# Ice thickness



## 47dipseydivers (Jan 21, 2011)

Hey guys don't post here very often just had a question I live on a 14 acre pond neat toledo just checked the ice and it was 4 inches at the thinnest spot I checked was curious if you guys felt comfortable fishing 2 people in a shanty on that thin of ice it is nice clear ice also if anybody would like to fish with me tommorow I'm always looking for some company thanks adam I'll be out all weekend if anybody interested


----------



## Minnowhead (Jan 12, 2011)

4" is good to go! No issues with that at all.


----------



## lovin life (Jan 2, 2010)

Do it son. Just wear your picks


----------



## 47dipseydivers (Jan 21, 2011)

I always wear my picks just wasn't sure about fishing two people in a shanty it's supposed to be windy here tommorow


----------



## DavidX (Dec 17, 2016)

Just turn on the portable heater and you will be fine in the shelter.


----------



## 1more (Jan 10, 2015)

47dipseydivers said:


> Hey guys don't post here very often just had a question I live on a 14 acre pond neat toledo just checked the ice and it was 4 inches at the thinnest spot I checked was curious if you guys felt comfortable fishing 2 people in a shanty on that thin of ice it is nice clear ice also if anybody would like to fish with me tommorow I'm always looking for some company thanks adam I'll be out all weekend if anybody interested


I wouldn't call that a pond its a lake!


----------



## quicktafix1 (Feb 4, 2009)

I would fish with a fat guy in a shanty on 4" of black ice!! Wish I was heading to Toledo this weekend!
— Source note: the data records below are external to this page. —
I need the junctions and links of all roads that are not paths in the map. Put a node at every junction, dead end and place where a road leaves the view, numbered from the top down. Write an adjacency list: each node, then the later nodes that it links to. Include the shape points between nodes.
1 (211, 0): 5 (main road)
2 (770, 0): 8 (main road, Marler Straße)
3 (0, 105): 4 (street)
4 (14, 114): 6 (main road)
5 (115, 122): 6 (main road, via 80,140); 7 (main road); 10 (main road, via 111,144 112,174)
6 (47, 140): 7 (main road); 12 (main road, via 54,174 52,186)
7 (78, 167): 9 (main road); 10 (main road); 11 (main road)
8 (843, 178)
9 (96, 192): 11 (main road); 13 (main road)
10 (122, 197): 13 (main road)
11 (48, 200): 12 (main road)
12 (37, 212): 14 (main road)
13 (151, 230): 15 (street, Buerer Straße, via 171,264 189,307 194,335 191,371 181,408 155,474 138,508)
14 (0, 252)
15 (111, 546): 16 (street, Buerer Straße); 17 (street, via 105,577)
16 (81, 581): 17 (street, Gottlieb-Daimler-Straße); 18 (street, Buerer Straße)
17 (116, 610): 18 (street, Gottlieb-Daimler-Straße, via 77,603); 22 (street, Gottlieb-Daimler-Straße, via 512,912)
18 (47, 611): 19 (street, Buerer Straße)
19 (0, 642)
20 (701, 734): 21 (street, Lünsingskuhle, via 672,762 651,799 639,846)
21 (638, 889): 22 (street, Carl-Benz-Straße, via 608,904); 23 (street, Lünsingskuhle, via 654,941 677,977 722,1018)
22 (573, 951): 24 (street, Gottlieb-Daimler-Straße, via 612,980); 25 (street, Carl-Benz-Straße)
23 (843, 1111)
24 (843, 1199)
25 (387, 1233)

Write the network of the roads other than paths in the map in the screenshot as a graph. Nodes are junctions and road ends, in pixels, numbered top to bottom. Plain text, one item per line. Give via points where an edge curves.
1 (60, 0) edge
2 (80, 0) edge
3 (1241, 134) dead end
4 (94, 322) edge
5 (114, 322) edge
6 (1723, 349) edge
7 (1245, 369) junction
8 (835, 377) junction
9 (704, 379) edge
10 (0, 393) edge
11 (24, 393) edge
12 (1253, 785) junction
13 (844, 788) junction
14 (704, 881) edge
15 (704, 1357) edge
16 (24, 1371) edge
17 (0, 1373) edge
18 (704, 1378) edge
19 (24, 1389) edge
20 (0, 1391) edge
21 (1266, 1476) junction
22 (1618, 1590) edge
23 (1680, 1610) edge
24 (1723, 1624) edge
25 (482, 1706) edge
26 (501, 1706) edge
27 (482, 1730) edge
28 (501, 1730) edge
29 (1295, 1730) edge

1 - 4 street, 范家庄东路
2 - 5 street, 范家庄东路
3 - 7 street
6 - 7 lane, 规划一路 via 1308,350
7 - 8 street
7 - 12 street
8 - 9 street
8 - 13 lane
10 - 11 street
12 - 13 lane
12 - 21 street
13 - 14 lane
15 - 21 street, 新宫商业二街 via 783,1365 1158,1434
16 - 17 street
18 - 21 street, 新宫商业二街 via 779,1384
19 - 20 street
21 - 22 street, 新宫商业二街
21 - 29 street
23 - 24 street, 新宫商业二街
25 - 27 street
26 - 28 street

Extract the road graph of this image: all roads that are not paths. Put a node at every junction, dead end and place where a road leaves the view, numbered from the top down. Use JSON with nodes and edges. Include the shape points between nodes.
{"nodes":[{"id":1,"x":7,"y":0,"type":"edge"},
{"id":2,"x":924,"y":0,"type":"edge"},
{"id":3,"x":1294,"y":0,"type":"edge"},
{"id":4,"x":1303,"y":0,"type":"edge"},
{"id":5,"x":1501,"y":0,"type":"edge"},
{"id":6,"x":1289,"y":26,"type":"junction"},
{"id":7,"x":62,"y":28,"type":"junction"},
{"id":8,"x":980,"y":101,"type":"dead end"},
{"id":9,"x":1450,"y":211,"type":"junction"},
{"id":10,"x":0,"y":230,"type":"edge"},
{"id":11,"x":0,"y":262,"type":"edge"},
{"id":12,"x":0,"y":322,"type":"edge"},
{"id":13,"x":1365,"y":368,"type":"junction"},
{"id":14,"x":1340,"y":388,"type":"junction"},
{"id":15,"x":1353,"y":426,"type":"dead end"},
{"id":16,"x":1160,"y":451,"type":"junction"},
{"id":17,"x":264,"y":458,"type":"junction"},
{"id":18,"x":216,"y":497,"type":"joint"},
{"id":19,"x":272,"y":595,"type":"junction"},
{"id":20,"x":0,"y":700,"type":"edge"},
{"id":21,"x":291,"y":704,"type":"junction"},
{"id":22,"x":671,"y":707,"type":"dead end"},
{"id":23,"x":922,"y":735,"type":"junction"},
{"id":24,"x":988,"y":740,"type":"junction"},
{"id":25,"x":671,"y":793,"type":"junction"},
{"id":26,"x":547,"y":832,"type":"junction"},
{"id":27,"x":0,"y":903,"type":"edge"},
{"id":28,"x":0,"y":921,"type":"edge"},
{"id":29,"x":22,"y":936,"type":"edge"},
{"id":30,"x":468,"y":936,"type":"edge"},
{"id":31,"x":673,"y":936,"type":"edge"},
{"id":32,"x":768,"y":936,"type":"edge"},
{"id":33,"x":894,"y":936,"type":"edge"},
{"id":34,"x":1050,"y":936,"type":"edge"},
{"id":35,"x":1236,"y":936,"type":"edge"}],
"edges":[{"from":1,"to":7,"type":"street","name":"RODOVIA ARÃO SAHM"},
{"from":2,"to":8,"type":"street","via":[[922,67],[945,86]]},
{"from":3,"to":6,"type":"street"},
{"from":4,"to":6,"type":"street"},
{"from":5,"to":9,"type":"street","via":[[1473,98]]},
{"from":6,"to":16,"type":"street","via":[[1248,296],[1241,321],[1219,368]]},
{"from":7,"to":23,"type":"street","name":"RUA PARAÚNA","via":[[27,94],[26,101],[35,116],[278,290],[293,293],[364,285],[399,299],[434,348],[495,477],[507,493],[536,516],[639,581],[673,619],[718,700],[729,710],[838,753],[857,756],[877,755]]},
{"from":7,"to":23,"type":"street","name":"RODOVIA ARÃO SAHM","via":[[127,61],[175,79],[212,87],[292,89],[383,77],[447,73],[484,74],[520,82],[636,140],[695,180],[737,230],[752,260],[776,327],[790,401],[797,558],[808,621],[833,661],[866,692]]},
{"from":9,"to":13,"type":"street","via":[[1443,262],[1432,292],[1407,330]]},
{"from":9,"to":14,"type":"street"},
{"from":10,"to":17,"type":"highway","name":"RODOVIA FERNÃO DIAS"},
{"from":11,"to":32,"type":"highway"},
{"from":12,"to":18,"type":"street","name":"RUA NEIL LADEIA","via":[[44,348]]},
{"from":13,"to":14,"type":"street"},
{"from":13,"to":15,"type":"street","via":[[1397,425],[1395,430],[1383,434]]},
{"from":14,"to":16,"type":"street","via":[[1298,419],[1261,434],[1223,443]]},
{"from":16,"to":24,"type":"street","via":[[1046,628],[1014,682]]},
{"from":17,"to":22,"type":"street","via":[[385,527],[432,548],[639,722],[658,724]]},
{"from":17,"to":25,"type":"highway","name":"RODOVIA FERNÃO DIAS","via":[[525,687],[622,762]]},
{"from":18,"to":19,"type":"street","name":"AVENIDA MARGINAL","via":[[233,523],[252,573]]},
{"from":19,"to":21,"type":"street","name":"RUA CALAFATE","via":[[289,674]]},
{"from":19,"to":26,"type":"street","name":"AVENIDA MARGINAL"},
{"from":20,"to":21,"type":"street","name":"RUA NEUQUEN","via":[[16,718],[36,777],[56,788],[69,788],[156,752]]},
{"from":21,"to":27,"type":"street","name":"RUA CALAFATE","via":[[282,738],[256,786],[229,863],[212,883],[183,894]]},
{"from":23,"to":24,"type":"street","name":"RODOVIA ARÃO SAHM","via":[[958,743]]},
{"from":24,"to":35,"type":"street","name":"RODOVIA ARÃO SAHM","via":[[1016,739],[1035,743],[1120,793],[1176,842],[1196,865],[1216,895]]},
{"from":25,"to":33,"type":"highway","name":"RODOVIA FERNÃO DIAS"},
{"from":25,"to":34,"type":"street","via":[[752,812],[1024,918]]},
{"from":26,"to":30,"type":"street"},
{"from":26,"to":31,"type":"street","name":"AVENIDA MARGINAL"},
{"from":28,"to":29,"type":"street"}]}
I would love to try new areas.


----------



## 47dipseydivers (Jan 21, 2011)

No takers on fishing tommorow


----------



## Steelhauler (Apr 7, 2004)

Thanks for the offer. It is greatly appreciated. Not available for fishing today. I'm good for next weekend if you want some company though. 

Wes


----------



## 47dipseydivers (Jan 21, 2011)

Made it out about 2 it was really slow till about 5 and then it was pretty steady all bluegill over 7 inches


----------



## STRONGPERSUADER (Nov 5, 2006)

47dipseydivers said:


> Made it out about 2 it was really slow till about 5 and then it was pretty steady all bluegill over 7 inches


Your hooked now! Hit it hard man before the warm up that's coming next week. Be safe.


----------



## 47dipseydivers (Jan 21, 2011)

I'll be out all day tommorow if anybody wants to join pm me your number and I'll call you in the morning


----------



## 47dipseydivers (Jan 21, 2011)




----------



## 47dipseydivers (Jan 21, 2011)

Me and my boys went out today caught half a dozen crappie this size. Also caught some nice gills. All in all a good weekend.


----------



## 1more (Jan 10, 2015)

Nice job!


----------



## Steelhauler (Apr 7, 2004)

Good job!


----------



## icebucketjohn (Dec 22, 2005)

Kudos


----------



## 47dipseydivers (Jan 21, 2011)

Thanks guys, all in all me and the boys had a great time gonna give it a go one more time before the warmup.


----------



## 47dipseydivers (Jan 21, 2011)

Made it out one last time today before the warm up. Both my boys caught a lmb and I caught a couple bluegill lots of marks just couldn't get them to bite. Hopefully we will get another shot in a week or two thanks for all the nice words and help guys good luck everybody.


----------